Instructions for the task: Extract each line of the records below that contains the word "Westenfelder".

Given records:
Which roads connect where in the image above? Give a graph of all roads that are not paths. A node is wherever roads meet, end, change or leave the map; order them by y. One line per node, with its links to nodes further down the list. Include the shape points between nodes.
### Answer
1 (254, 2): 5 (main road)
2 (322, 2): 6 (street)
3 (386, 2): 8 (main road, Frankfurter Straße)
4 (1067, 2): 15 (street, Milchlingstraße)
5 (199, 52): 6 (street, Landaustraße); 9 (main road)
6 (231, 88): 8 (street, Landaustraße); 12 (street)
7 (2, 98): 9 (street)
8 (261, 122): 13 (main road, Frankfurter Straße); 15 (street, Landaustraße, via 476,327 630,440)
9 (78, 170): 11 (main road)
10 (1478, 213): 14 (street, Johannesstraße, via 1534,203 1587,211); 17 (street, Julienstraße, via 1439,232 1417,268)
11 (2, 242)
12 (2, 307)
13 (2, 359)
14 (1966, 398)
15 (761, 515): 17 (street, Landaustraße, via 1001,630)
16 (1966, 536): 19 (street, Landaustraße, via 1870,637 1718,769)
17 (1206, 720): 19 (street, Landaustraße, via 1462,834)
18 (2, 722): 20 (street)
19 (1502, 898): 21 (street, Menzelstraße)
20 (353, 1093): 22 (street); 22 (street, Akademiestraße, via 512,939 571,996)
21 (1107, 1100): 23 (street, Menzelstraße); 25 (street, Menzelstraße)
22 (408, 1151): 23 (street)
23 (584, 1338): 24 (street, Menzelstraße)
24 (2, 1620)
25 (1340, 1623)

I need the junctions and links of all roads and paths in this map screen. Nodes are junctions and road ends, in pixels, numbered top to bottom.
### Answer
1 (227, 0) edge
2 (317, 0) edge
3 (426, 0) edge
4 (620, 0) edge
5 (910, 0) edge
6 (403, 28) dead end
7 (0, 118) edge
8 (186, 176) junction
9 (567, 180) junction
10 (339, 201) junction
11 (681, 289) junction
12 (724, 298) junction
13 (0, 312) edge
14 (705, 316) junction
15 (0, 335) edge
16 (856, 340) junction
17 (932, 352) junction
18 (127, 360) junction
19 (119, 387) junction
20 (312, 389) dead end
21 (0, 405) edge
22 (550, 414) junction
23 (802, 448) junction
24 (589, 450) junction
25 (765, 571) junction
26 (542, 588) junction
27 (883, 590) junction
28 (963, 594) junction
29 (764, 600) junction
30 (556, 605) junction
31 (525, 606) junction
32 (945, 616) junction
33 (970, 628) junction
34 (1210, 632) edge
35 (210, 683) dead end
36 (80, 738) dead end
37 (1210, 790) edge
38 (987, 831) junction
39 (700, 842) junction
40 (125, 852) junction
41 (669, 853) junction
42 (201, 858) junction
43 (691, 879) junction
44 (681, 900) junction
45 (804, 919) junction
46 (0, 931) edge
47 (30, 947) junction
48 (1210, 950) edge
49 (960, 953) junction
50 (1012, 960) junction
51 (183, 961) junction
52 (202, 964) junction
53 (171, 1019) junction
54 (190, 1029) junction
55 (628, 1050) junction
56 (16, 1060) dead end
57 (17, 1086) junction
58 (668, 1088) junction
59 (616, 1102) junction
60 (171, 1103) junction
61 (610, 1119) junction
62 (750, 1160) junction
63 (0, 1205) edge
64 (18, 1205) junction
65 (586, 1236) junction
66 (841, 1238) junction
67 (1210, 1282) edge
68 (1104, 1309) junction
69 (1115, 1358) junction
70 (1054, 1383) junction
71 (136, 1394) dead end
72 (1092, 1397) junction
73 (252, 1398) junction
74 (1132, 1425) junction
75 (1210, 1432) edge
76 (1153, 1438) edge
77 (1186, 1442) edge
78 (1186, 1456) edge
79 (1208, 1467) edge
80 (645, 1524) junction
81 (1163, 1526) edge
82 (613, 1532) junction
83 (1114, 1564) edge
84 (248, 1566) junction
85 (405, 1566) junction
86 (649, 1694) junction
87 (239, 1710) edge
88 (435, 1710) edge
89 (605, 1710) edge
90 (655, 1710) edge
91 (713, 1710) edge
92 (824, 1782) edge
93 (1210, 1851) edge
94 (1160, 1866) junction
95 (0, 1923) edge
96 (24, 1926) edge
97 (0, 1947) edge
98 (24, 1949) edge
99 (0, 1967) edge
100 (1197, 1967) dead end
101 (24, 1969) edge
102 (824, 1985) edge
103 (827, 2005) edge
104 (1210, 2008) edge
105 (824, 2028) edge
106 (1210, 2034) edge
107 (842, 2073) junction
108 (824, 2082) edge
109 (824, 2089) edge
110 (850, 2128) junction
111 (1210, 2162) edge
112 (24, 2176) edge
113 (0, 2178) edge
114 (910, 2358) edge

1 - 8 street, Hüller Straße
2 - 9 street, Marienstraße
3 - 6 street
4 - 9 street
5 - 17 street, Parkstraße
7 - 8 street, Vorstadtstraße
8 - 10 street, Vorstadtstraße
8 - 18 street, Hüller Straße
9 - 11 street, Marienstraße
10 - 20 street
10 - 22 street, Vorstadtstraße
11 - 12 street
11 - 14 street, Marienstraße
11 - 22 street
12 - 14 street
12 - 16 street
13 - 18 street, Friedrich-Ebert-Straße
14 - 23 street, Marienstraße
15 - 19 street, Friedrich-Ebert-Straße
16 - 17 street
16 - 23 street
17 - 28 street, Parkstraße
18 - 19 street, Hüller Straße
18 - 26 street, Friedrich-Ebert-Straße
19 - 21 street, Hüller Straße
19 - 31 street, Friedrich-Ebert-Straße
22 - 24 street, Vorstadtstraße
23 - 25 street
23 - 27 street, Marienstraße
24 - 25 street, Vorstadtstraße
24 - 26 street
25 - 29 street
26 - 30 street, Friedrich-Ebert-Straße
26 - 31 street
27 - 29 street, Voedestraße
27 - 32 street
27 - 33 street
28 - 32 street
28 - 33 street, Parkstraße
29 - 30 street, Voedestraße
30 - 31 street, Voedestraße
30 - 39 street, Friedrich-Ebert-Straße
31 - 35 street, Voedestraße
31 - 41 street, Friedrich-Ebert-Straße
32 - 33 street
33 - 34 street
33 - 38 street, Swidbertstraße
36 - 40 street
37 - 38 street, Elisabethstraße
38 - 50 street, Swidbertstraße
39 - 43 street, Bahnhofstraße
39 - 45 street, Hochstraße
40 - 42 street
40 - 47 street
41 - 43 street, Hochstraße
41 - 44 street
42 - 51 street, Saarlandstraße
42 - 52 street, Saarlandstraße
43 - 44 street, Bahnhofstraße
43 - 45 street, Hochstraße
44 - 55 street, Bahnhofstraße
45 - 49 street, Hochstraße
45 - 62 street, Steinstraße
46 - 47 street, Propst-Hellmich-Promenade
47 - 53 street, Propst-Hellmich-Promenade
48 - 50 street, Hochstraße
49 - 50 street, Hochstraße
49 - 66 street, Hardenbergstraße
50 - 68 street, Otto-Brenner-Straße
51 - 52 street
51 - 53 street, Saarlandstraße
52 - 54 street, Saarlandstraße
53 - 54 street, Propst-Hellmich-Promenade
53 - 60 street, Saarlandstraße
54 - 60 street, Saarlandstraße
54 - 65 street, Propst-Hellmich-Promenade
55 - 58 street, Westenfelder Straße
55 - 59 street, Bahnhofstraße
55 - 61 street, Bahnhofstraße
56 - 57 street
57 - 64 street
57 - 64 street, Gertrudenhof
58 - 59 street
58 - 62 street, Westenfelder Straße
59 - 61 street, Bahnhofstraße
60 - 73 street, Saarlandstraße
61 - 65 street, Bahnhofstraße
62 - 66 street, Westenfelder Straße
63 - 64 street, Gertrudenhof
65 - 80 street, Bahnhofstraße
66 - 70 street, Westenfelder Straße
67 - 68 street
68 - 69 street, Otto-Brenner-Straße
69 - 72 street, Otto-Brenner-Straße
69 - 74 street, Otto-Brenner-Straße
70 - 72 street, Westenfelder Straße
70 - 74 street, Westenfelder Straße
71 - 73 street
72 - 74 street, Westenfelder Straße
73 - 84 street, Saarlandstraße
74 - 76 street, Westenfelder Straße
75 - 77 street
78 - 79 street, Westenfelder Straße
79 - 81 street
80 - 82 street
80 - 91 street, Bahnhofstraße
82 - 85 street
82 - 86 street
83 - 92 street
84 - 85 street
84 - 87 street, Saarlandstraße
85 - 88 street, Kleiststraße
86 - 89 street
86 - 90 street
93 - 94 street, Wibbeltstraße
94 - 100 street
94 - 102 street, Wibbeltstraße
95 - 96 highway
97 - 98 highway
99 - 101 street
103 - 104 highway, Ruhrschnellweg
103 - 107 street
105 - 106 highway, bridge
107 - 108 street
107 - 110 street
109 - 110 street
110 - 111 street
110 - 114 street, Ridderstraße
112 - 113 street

Task response:
55 - 58 street, Westenfelder Straße
58 - 62 street, Westenfelder Straße
62 - 66 street, Westenfelder Straße
66 - 70 street, Westenfelder Straße
70 - 72 street, Westenfelder Straße
70 - 74 street, Westenfelder Straße
72 - 74 street, Westenfelder Straße
74 - 76 street, Westenfelder Straße
78 - 79 street, Westenfelder Straße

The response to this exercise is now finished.